_Task instructions_:
Using the entries that follow, report how many lines contain the word "edges". Only the number is wanted.

══ The records ══

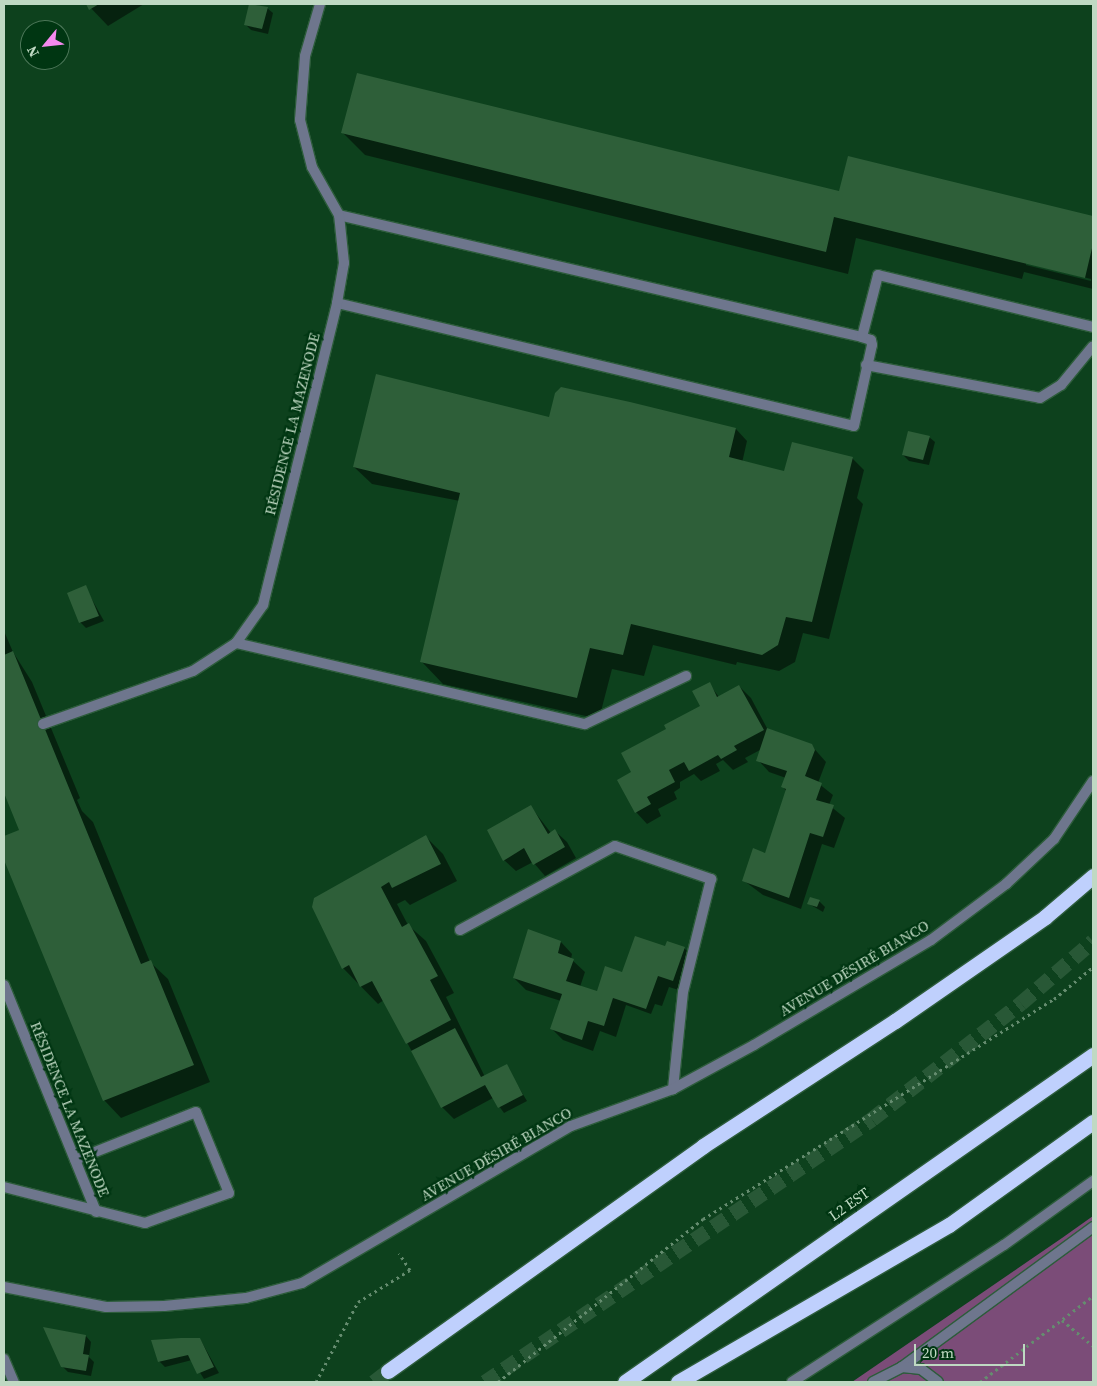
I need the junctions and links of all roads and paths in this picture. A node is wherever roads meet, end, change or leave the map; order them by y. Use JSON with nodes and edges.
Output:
{"nodes":[{"id":1,"x":320,"y":4,"type":"edge"},
{"id":2,"x":339,"y":215,"type":"junction"},
{"id":3,"x":337,"y":303,"type":"junction"},
{"id":4,"x":1093,"y":327,"type":"edge"},
{"id":5,"x":862,"y":337,"type":"junction"},
{"id":6,"x":1093,"y":346,"type":"edge"},
{"id":7,"x":866,"y":365,"type":"junction"},
{"id":8,"x":236,"y":643,"type":"junction"},
{"id":9,"x":686,"y":676,"type":"dead end"},
{"id":10,"x":43,"y":724,"type":"dead end"},
{"id":11,"x":1093,"y":781,"type":"edge"},
{"id":12,"x":1093,"y":876,"type":"edge"},
{"id":13,"x":460,"y":930,"type":"dead end"},
{"id":14,"x":1093,"y":967,"type":"edge"},
{"id":15,"x":4,"y":985,"type":"edge"},
{"id":16,"x":1093,"y":1054,"type":"edge"},
{"id":17,"x":673,"y":1089,"type":"junction"},
{"id":18,"x":1093,"y":1122,"type":"edge"},
{"id":19,"x":75,"y":1160,"type":"junction"},
{"id":20,"x":1093,"y":1182,"type":"edge"},
{"id":21,"x":4,"y":1187,"type":"edge"},
{"id":22,"x":96,"y":1212,"type":"junction"},
{"id":23,"x":1093,"y":1227,"type":"edge"},
{"id":24,"x":386,"y":1234,"type":"junction"},
{"id":25,"x":4,"y":1287,"type":"edge"},
{"id":26,"x":1093,"y":1296,"type":"edge"},
{"id":27,"x":1089,"y":1299,"type":"junction"},
{"id":28,"x":1093,"y":1304,"type":"edge"},
{"id":29,"x":1062,"y":1320,"type":"junction"},
{"id":30,"x":1093,"y":1346,"type":"edge"},
{"id":31,"x":4,"y":1358,"type":"edge"},
{"id":32,"x":902,"y":1367,"type":"junction"},
{"id":33,"x":388,"y":1371,"type":"tunnel mouth"},
{"id":34,"x":14,"y":1382,"type":"edge"},
{"id":35,"x":316,"y":1382,"type":"edge"},
{"id":36,"x":498,"y":1382,"type":"edge"},
{"id":37,"x":625,"y":1382,"type":"edge"},
{"id":38,"x":678,"y":1382,"type":"edge"},
{"id":39,"x":792,"y":1382,"type":"edge"},
{"id":40,"x":873,"y":1382,"type":"edge"},
{"id":41,"x":938,"y":1382,"type":"edge"},
{"id":42,"x":980,"y":1382,"type":"edge"}],
"edges":[{"from":1,"to":2,"type":"street","name":"RÉSIDENCE LA MAZENODE"},
{"from":2,"to":3,"type":"street","name":"RÉSIDENCE LA MAZENODE"},
{"from":2,"to":5,"type":"street"},
{"from":3,"to":7,"type":"street"},
{"from":3,"to":8,"type":"street","name":"RÉSIDENCE LA MAZENODE"},
{"from":4,"to":5,"type":"street"},
{"from":5,"to":7,"type":"street"},
{"from":6,"to":7,"type":"street"},
{"from":8,"to":9,"type":"street"},
{"from":8,"to":10,"type":"street","name":"RÉSIDENCE LA MAZENODE"},
{"from":11,"to":17,"type":"street","name":"AVENUE DÉSIRÉ BIANCO"},
{"from":12,"to":33,"type":"highway"},
{"from":13,"to":17,"type":"street"},
{"from":14,"to":36,"type":"path"},
{"from":15,"to":19,"type":"street","name":"RÉSIDENCE LA MAZENODE"},
{"from":16,"to":37,"type":"highway","name":"L2 EST"},
{"from":17,"to":24,"type":"street","name":"AVENUE DÉSIRÉ BIANCO"},
{"from":18,"to":38,"type":"highway"},
{"from":19,"to":22,"type":"street","name":"RÉSIDENCE LA MAZENODE"},
{"from":19,"to":22,"type":"street"},
{"from":20,"to":39,"type":"street"},
{"from":21,"to":22,"type":"street","name":"RÉSIDENCE LA MAZENODE"},
{"from":23,"to":32,"type":"street"},
{"from":24,"to":25,"type":"street","name":"AVENUE DÉSIRÉ BIANCO"},
{"from":24,"to":35,"type":"path"},
{"from":26,"to":27,"type":"path"},
{"from":27,"to":28,"type":"path"},
{"from":27,"to":29,"type":"path"},
{"from":29,"to":30,"type":"path"},
{"from":29,"to":42,"type":"path"},
{"from":31,"to":34,"type":"street"},
{"from":32,"to":40,"type":"street"},
{"from":32,"to":41,"type":"street"}]}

═══

_Solution to the problem_:
2